##### Provided records
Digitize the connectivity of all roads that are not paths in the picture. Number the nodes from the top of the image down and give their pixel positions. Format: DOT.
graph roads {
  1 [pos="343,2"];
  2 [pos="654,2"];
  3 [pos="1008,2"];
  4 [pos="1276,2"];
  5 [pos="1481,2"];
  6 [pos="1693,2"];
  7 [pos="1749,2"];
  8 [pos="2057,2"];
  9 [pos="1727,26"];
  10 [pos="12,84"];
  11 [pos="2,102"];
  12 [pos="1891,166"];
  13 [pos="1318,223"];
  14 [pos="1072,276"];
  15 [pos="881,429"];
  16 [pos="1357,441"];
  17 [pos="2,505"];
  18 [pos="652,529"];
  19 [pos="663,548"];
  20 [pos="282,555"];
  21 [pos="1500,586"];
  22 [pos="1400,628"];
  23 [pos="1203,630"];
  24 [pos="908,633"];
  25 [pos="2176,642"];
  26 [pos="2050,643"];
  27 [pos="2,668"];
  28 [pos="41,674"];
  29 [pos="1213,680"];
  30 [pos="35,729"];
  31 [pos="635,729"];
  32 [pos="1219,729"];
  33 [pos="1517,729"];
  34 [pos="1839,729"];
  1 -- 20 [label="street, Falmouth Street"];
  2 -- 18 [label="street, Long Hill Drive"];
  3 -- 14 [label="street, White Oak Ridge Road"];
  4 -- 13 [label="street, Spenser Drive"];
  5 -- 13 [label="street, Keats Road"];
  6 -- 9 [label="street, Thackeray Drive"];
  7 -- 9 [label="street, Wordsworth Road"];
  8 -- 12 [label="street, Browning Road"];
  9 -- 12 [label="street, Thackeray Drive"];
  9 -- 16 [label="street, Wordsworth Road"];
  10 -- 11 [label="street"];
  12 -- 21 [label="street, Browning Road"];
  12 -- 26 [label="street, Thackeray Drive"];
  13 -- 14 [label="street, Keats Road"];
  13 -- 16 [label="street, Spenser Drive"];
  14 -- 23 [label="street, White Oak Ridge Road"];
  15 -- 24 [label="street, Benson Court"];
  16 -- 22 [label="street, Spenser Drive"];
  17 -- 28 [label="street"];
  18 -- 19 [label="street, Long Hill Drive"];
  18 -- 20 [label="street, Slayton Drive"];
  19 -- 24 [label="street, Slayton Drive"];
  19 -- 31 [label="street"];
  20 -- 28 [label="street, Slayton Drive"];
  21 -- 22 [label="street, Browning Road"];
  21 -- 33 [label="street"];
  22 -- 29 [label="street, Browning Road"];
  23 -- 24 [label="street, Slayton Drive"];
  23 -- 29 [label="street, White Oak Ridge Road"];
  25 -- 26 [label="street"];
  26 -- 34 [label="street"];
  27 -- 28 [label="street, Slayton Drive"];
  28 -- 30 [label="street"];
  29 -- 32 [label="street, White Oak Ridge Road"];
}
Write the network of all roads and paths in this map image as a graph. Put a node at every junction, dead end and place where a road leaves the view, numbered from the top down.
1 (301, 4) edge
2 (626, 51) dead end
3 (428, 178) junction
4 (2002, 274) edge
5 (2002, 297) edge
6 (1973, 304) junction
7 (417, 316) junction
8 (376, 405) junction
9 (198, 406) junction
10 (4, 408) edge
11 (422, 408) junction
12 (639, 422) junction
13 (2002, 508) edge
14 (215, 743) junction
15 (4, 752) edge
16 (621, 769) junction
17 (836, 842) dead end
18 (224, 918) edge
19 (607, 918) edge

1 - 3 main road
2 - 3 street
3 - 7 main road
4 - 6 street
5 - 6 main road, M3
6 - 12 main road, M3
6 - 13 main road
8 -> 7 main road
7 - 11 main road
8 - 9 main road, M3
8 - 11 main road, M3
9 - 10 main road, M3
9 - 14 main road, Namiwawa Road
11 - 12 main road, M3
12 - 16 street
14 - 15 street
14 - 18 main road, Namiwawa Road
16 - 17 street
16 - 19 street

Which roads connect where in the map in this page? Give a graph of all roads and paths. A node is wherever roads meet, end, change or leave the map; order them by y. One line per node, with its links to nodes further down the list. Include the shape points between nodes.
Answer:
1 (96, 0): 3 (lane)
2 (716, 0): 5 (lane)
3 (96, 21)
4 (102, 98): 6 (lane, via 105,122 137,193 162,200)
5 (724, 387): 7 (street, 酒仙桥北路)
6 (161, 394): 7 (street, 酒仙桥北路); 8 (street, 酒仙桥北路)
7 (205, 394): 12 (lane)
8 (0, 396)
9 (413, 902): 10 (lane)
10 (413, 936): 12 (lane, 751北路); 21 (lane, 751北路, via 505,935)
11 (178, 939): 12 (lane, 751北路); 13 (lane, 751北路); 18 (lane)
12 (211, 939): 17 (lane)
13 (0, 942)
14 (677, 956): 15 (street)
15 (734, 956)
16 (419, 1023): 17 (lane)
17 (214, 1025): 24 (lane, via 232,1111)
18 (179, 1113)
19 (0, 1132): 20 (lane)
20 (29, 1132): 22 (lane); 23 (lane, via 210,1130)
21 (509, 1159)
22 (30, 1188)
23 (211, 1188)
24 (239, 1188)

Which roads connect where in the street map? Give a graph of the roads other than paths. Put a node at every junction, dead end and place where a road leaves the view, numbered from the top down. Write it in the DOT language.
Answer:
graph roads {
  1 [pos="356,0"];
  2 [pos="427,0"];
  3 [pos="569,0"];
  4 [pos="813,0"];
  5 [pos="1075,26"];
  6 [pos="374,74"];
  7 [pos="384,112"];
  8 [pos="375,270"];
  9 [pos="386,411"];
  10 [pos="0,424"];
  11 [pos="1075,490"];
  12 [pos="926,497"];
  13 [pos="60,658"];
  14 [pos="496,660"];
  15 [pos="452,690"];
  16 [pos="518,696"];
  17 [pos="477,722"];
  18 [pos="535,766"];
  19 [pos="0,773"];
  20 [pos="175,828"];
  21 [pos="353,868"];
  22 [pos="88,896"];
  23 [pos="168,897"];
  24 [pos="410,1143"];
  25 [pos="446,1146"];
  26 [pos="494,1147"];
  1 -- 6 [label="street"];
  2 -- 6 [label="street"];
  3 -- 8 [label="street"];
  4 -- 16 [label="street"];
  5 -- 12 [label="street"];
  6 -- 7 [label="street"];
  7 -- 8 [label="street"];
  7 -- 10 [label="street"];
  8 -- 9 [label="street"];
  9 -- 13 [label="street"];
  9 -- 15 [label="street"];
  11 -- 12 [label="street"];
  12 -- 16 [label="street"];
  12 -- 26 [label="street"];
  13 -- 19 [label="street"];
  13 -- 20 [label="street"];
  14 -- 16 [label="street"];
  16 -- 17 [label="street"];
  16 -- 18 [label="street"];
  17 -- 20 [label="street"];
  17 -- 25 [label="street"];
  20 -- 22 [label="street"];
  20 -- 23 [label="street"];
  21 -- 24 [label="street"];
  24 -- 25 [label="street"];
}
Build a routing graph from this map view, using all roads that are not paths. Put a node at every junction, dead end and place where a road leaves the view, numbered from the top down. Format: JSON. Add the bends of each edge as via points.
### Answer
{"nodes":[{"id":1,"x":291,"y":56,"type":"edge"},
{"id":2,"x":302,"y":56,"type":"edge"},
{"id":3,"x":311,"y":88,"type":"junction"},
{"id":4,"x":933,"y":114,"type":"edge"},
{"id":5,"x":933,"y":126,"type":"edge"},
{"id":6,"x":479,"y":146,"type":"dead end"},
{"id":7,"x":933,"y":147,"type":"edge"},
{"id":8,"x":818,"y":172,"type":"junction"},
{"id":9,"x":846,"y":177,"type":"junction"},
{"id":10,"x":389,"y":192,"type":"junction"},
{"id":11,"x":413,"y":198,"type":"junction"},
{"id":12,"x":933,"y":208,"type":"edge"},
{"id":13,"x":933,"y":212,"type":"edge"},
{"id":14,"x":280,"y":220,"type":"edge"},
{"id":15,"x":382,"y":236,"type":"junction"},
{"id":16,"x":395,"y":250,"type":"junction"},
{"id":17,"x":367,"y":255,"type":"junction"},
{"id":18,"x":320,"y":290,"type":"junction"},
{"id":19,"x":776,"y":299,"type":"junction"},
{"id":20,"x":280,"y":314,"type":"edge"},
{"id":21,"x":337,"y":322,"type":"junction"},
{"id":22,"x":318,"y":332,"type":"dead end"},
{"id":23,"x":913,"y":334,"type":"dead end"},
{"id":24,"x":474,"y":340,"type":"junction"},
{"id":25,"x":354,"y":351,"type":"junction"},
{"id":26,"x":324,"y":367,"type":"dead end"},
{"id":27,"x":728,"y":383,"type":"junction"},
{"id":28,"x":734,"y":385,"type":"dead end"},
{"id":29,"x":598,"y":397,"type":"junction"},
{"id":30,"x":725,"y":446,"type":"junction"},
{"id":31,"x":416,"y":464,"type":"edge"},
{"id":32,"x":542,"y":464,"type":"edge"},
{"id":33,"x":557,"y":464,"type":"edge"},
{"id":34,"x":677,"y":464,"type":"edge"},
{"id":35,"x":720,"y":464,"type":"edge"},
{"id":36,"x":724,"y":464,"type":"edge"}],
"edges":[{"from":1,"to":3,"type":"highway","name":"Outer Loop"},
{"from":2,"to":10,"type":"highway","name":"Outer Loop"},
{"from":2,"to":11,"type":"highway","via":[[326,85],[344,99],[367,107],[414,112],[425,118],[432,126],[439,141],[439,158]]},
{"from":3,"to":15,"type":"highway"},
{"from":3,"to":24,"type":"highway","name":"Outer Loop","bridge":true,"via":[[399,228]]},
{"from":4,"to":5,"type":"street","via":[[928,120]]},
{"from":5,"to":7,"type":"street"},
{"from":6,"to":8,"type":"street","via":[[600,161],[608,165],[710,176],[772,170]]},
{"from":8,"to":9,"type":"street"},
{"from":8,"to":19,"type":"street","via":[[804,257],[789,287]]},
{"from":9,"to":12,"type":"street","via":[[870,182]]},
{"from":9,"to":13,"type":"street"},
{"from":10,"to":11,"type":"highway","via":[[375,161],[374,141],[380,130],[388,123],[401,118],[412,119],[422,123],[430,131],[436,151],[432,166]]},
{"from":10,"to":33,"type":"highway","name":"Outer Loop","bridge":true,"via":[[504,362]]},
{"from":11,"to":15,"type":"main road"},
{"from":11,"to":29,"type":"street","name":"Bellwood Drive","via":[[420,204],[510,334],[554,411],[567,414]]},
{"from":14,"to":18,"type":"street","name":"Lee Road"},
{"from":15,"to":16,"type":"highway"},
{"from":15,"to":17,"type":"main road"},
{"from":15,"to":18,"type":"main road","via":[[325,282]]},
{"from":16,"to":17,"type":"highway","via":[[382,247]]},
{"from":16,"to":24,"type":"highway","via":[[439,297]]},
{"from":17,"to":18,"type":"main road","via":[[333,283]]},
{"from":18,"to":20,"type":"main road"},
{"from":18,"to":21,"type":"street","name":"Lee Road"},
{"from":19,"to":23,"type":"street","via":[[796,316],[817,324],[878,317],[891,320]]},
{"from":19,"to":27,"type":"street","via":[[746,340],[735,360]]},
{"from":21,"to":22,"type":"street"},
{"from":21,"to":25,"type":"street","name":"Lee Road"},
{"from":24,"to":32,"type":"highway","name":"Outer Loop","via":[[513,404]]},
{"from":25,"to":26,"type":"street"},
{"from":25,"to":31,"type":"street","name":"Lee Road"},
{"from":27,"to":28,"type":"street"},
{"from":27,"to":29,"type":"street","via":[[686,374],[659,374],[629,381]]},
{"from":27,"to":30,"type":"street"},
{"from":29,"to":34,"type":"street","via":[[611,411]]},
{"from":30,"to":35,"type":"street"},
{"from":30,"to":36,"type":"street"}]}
##########
Please reproduce the lines from the line with "Write the network" to the line with "Which roads connect where in the map", both ends included, exactly as they appear above.

Exercise solution ::
Write the network of all roads and paths in this map image as a graph. Put a node at every junction, dead end and place where a road leaves the view, numbered from the top down.
1 (301, 4) edge
2 (626, 51) dead end
3 (428, 178) junction
4 (2002, 274) edge
5 (2002, 297) edge
6 (1973, 304) junction
7 (417, 316) junction
8 (376, 405) junction
9 (198, 406) junction
10 (4, 408) edge
11 (422, 408) junction
12 (639, 422) junction
13 (2002, 508) edge
14 (215, 743) junction
15 (4, 752) edge
16 (621, 769) junction
17 (836, 842) dead end
18 (224, 918) edge
19 (607, 918) edge

1 - 3 main road
2 - 3 street
3 - 7 main road
4 - 6 street
5 - 6 main road, M3
6 - 12 main road, M3
6 - 13 main road
8 -> 7 main road
7 - 11 main road
8 - 9 main road, M3
8 - 11 main road, M3
9 - 10 main road, M3
9 - 14 main road, Namiwawa Road
11 - 12 main road, M3
12 - 16 street
14 - 15 street
14 - 18 main road, Namiwawa Road
16 - 17 street
16 - 19 street

Which roads connect where in the map in this page? Give a graph of all roads and paths. A node is wherever roads meet, end, change or leave the map; order them by y. One line per node, with its links to nodes further down the list. Include the shape points between nodes.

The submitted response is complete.